Tous appellent de toutes leurs forces, car il faut bien que les saintes entendent! Chacun crie de tous ses poumons, de tout son cœur, de tout son corps, on peut le dire. Le ciel est si loin! Les bouches s’ouvrent, béantes vers le haut, avec des torsions. Les veines des cous sont gonflées à éclater. Les muscles s’épaississent sur les visages où le sang afflue. Les frères, les fiancés, les maris, les mères, les pères des malades, profitent de leur vigueur pour appeler au secours, avec des hurlements de bêtes fauves blessées, tournées vers l’aube. Toute cette foule douloureuse, toute cette chair grouillante, entassée, malade, infecte, pousse un cri terrifiant de monstre qui souffre.... Et toujours la plainte suraiguë de quelque mère affolée domine ce tumulte féroce. Et, autour de l’église, pleine de l’appel sans nom de ces damnés de la terre, s’étalent, insensibles, le désert, muet, calme, la mer bleue, aux écumes gaies, la lumière.
Sous le soleil, sous les étoiles,
De vos robes faisant des voiles
(Vogue, bateau!)
Sept jours, sept nuits vous naviguâtes,
Sans voir ni trois-ponts ni frégates...
Rien que la mer et la grande eau!
—Saintes Maries! rugit le peuple, et chaque fois ce cri, poussé par mille poitrines, éclate, brusque et d’ensemble, comme une explosion unique!
Dieu, qui fait son fouet d’un éclair,
Pour fouetter le ciel et la mer,
Saintes Maries!
Amena la barque à bon port...
Un ange, qui parut à bord.
Vous montra des plages fleuries!
—Saintes Maries! mugit encore le peuple.
Et cette clameur d’appel, faite de tant d’appels, éclate comme un paquet de mer qui crève en bloc, aussitôt éparpillé contre une roche!

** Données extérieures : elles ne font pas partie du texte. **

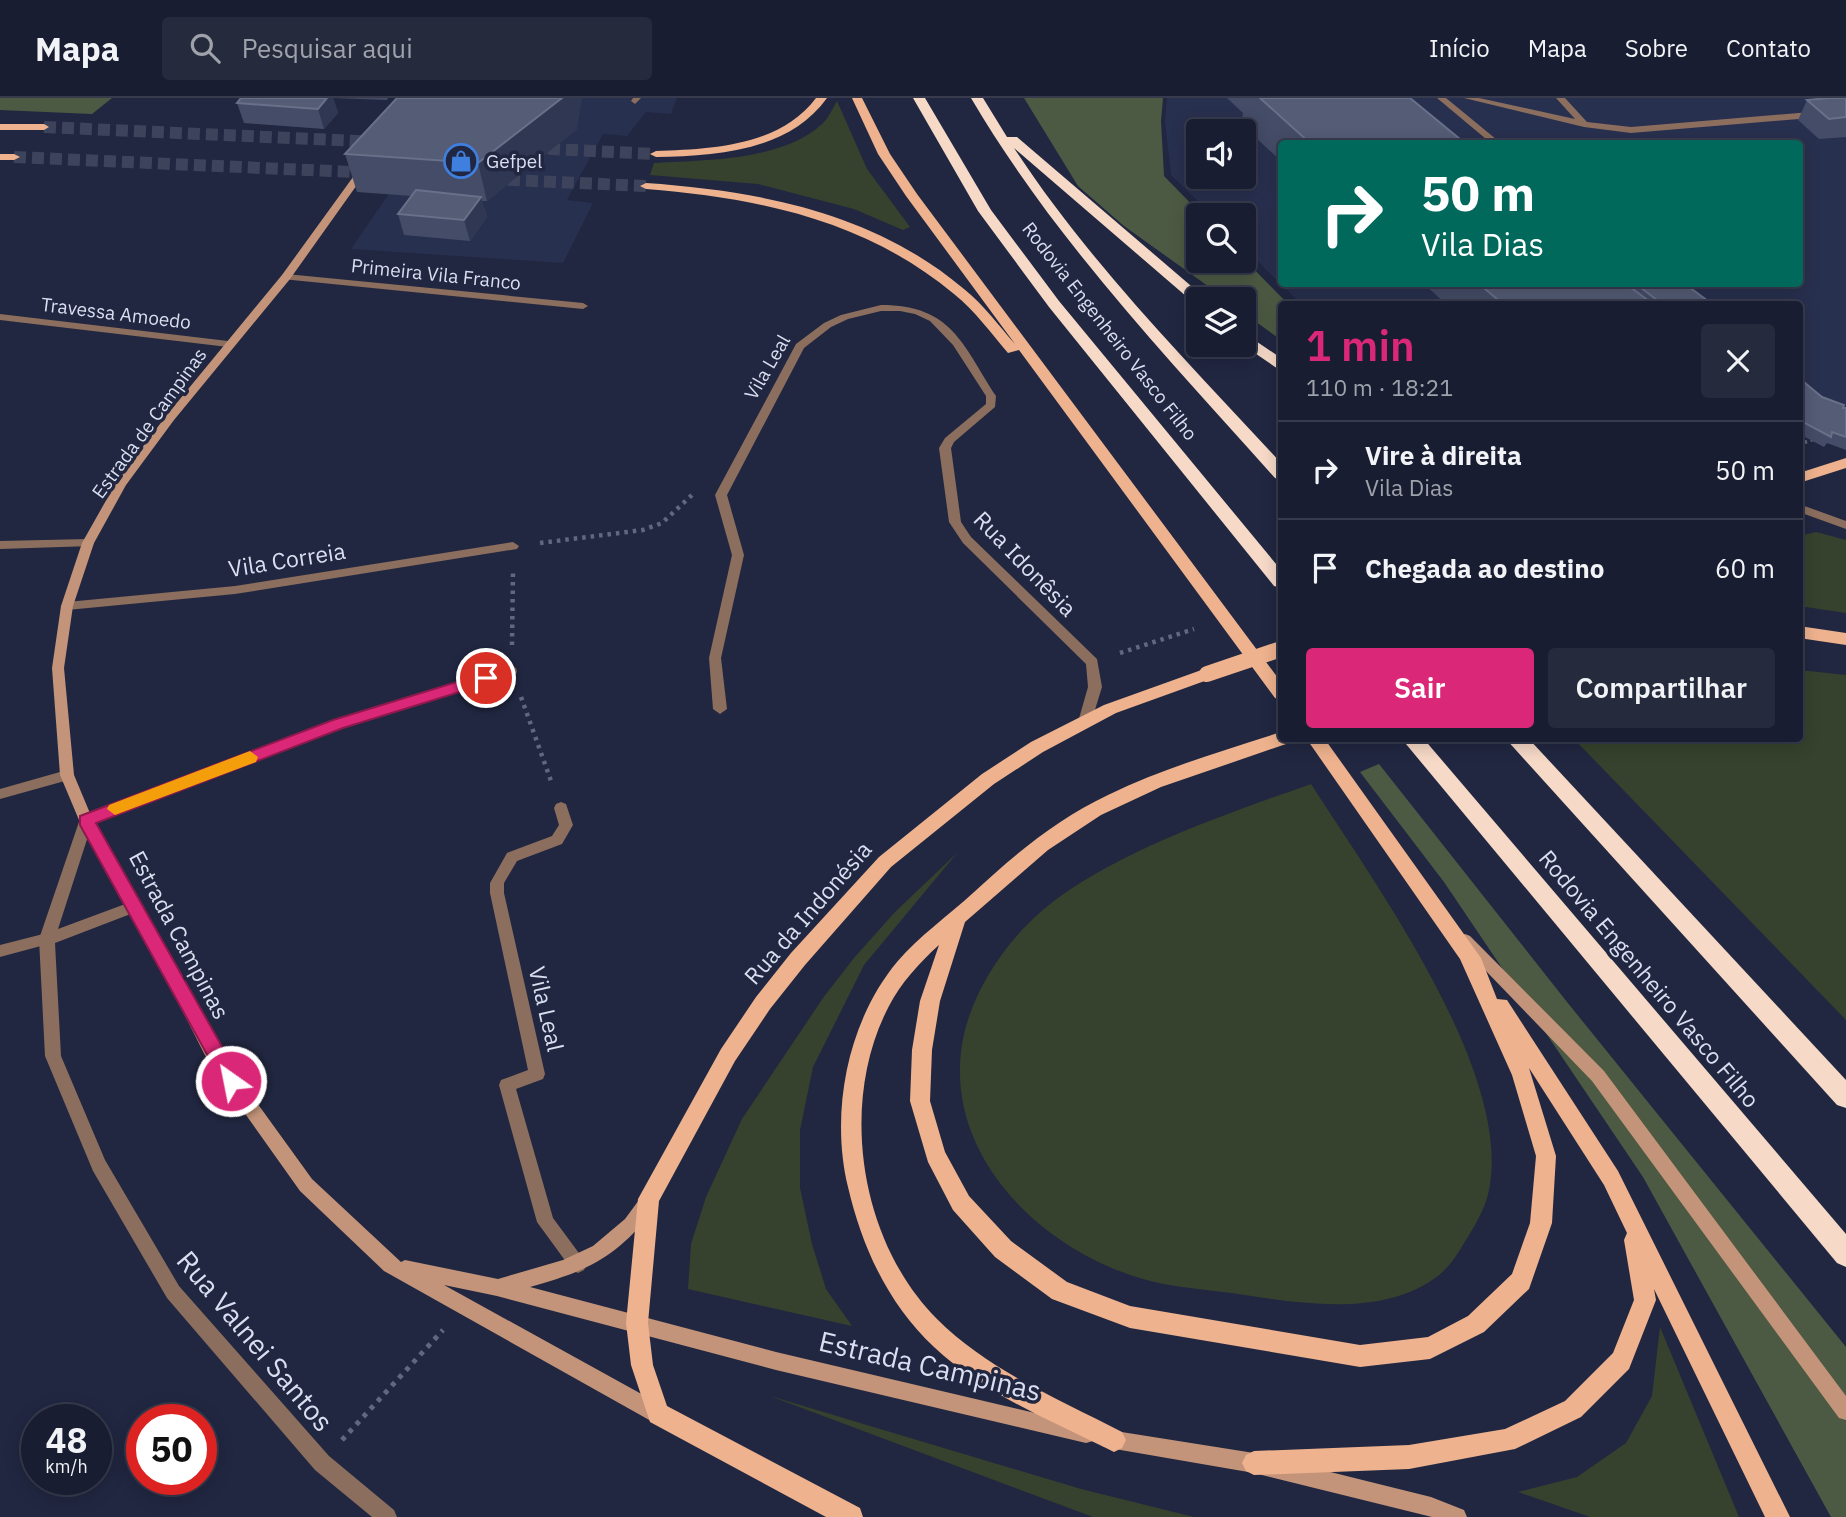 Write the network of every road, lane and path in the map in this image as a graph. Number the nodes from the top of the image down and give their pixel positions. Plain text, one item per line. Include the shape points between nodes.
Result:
1 (821, 98) edge
2 (857, 98) edge
3 (919, 98) edge
4 (977, 98) edge
5 (1441, 98) edge
6 (1468, 98) edge
7 (1560, 98) edge
8 (1846, 112) edge
9 (990, 122) junction
10 (1584, 124) junction
11 (0, 127) edge
12 (44, 127) tunnel mouth
13 (1493, 140) edge
14 (656, 154) tunnel mouth
15 (0, 157) edge
16 (14, 157) tunnel mouth
17 (368, 163) edge
18 (646, 186) tunnel mouth
19 (286, 277) junction
20 (1186, 289) edge
21 (583, 306) dead end
22 (0, 317) edge
23 (228, 344) junction
24 (1256, 347) edge
25 (1278, 364) edge
26 (991, 396) joint
27 (1083, 431) junction
28 (1822, 436) edge
29 (1803, 443) edge
30 (1846, 463) edge
31 (1278, 471) edge
32 (1803, 477) edge
33 (699, 488) dead end
34 (1803, 510) edge
35 (1846, 525) edge
36 (88, 543) junction
37 (0, 545) edge
38 (513, 546) joint
39 (1278, 578) edge
40 (67, 606) junction
41 (1194, 629) dead end
42 (1803, 633) edge
43 (1846, 639) edge
44 (1278, 650) edge
45 (1115, 655) dead end
46 (511, 671) dead end
47 (1278, 690) edge
48 (720, 709) dead end
49 (1084, 722) junction
50 (1278, 740) edge
51 (1317, 742) edge
52 (1414, 742) edge
53 (1519, 742) edge
54 (67, 775) junction
55 (0, 794) edge
56 (561, 808) dead end
57 (86, 820) junction
58 (136, 906) junction
59 (1437, 911) junction
60 (957, 919) junction
61 (47, 939) junction
62 (0, 951) edge
63 (1467, 954) junction
64 (1846, 1097) edge
65 (1611, 1178) junction
66 (649, 1199) junction
67 (1846, 1254) edge
68 (578, 1264) junction
69 (390, 1265) junction
70 (497, 1287) junction
71 (637, 1323) junction
72 (417, 1358) dead end
73 (1846, 1411) edge
74 (658, 1414) junction
75 (363, 1417) dead end
76 (1114, 1440) junction
77 (1254, 1463) junction
78 (387, 1517) edge
79 (851, 1517) edge
80 (1457, 1517) edge
81 (1778, 1517) edge

1 - 14 main road via 805,118 761,139 705,152
2 - 27 main road via 884,154 912,197
3 - 39 highway, Rodovia Engenheiro Vasco Filho via 985,211 1054,304
4 - 9 highway, Rodovia Engenheiro Vasco Filho
5 - 13 street
6 - 10 street
7 - 10 street
8 - 10 street via 1631,130
9 - 20 highway
9 - 31 highway, Rodovia Engenheiro Vasco Filho via 1116,294
11 - 12 main road
15 - 16 main road
17 - 19 main road, Estrada de Campinas
18 - 27 main road via 750,195 792,204 875,236 959,291
19 - 21 street, Primeira Vila Franco
19 - 23 main road, Estrada de Campinas
22 - 23 street, Travessa Amoedo
23 - 36 main road, Estrada de Campinas via 121,484
24 - 25 highway
26 - 48 street, Vila Leal via 944,328 918,313 898,309 859,313 824,327 800,346 721,495 738,555 715,658
26 - 49 street, Rua Idonêsia via 991,405 945,448 955,522 967,540 1090,658 1095,687
27 - 47 main road
28 - 29 path
30 - 32 main road
33 - 38 path via 662,523 643,530
34 - 35 street
36 - 37 street
36 - 40 main road, Estrada de Campinas
38 - 40 street, Vila Correia via 235,590
40 - 54 main road, Estrada de Campinas via 58,668
41 - 45 path
42 - 43 main road
44 - 49 main road, Rua da Indonésia, bridge via 1143,695
46 - 57 street via 338,724
49 - 66 main road, Rua da Indonésia via 988,779 885,862 763,1003 728,1055
50 - 60 main road via 1113,801 1031,853
51 - 59 main road
52 - 67 highway, Rodovia Engenheiro Vasco Filho
53 - 64 highway
54 - 55 street
54 - 57 main road, Estrada de Campinas
56 - 68 street, Vila Leal via 566,825 562,834 512,857 497,892 537,1074 507,1085 546,1222
57 - 58 main road, Estrada Campinas
57 - 61 street, Rua Valnei Santos
58 - 61 street
58 - 69 main road, Estrada Campinas via 215,1058 262,1128 306,1185
59 - 63 main road
59 - 73 main road via 1598,1076
60 - 63 main road via 930,1000 920,1101 935,1154 961,1203 1003,1249 1060,1291 1130,1317 1360,1356 1430,1348 1476,1324 1521,1281 1541,1223 1546,1156 1522,1075
60 - 76 main road via 925,945 895,979 862,1055 851,1100 850,1147 872,1238 902,1296 944,1341 1015,1388
61 - 62 street
61 - 78 street, Rua Valnei Santos via 53,1056 99,1165 173,1292 322,1463
63 - 65 main road
65 - 77 main road via 1636,1243 1645,1300 1621,1361 1573,1409 1507,1441 1409,1457
65 - 81 main road
66 - 68 main road via 628,1231
66 - 71 main road, Rua da Indonésia
68 - 70 main road
69 - 70 main road, Estrada Campinas
69 - 74 main road, Estrada Campinas
70 - 71 main road, Estrada Campinas
71 - 74 main road, Rua da Indonésia via 642,1365
71 - 76 main road, Estrada Campinas via 776,1361
72 - 75 path
74 - 79 main road, Estrada Campinas
76 - 77 main road, Estrada Campinas
77 - 80 main road, Estrada Campinas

Et de nouveau la voix de la jeune fille s’élève, monte au-dessus de tous ces êtres grimaçants qui vocifèrent.... Ne croirait-on pas voir une hirondelle de mer, toute blanche, pareille à la colombe de l’Arche, voler au-dessus des abîmes!

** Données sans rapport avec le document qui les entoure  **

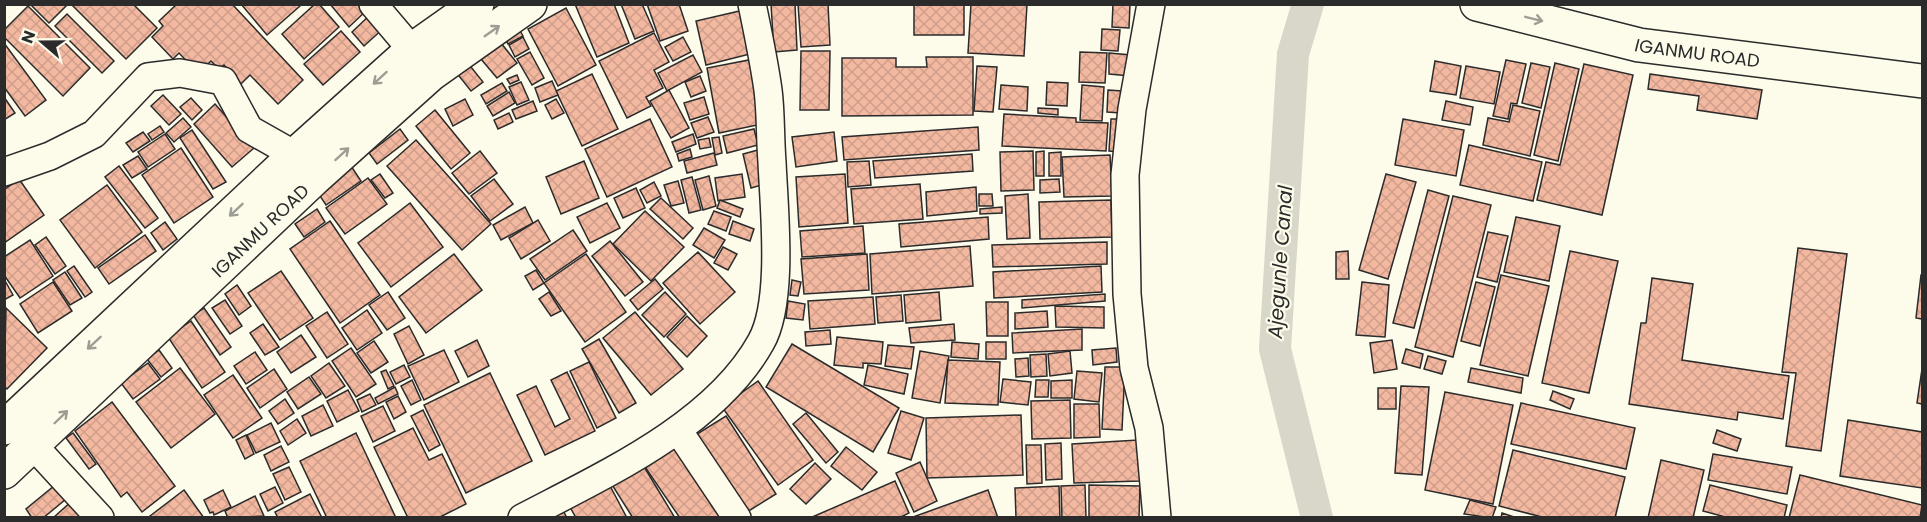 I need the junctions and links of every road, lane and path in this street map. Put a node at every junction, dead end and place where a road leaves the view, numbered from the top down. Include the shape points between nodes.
1 (373, 4) edge
2 (477, 4) edge
3 (530, 4) edge
4 (752, 4) edge
5 (1151, 4) edge
6 (1477, 4) edge
7 (1564, 4) edge
8 (412, 50) junction
9 (1923, 65) edge
10 (1923, 81) edge
11 (305, 167) junction
12 (4, 172) edge
13 (678, 430) junction
14 (18, 436) edge
15 (4, 472) edge
16 (100, 518) edge
17 (522, 518) edge
18 (737, 518) edge
19 (1157, 518) edge

1 - 8 street
2 - 8 main road, IGANMU ROAD
11 -> 3 main road, IGANMU ROAD
4 - 13 street via 768,91 777,258 770,319 762,341 729,387
5 - 19 street via 1132,108 1125,175 1127,294 1134,368 1149,428
6 -> 10 main road, IGANMU ROAD via 1639,45
7 - 9 main road, IGANMU ROAD via 1649,31
8 -> 11 main road, IGANMU ROAD
11 - 12 street via 249,129 222,81 180,73 148,77 94,134 13,172
11 - 14 main road, IGANMU ROAD
13 - 17 street
13 - 18 street
14 - 15 main road, IGANMU ROAD
14 - 16 street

Vous pour qui Dieu fit ce miracle,
Voyez, devant son tabernacle,
Tous à genoux,
Souillés du péché de naissance,
Nous invoquons votre puissance...
Saintes femmes, protégez-nous!
Et, pour la dernière fois, l’appel monstrueux brise les poitrines:
—Saintes Maries!
Oh! ces mille, ces deux mille élancements de désirs fous, qui, d’un seul vol, s’enlèvent, claquant des ailes tous à la fois, pour retomber, morts, sur eux-mêmes!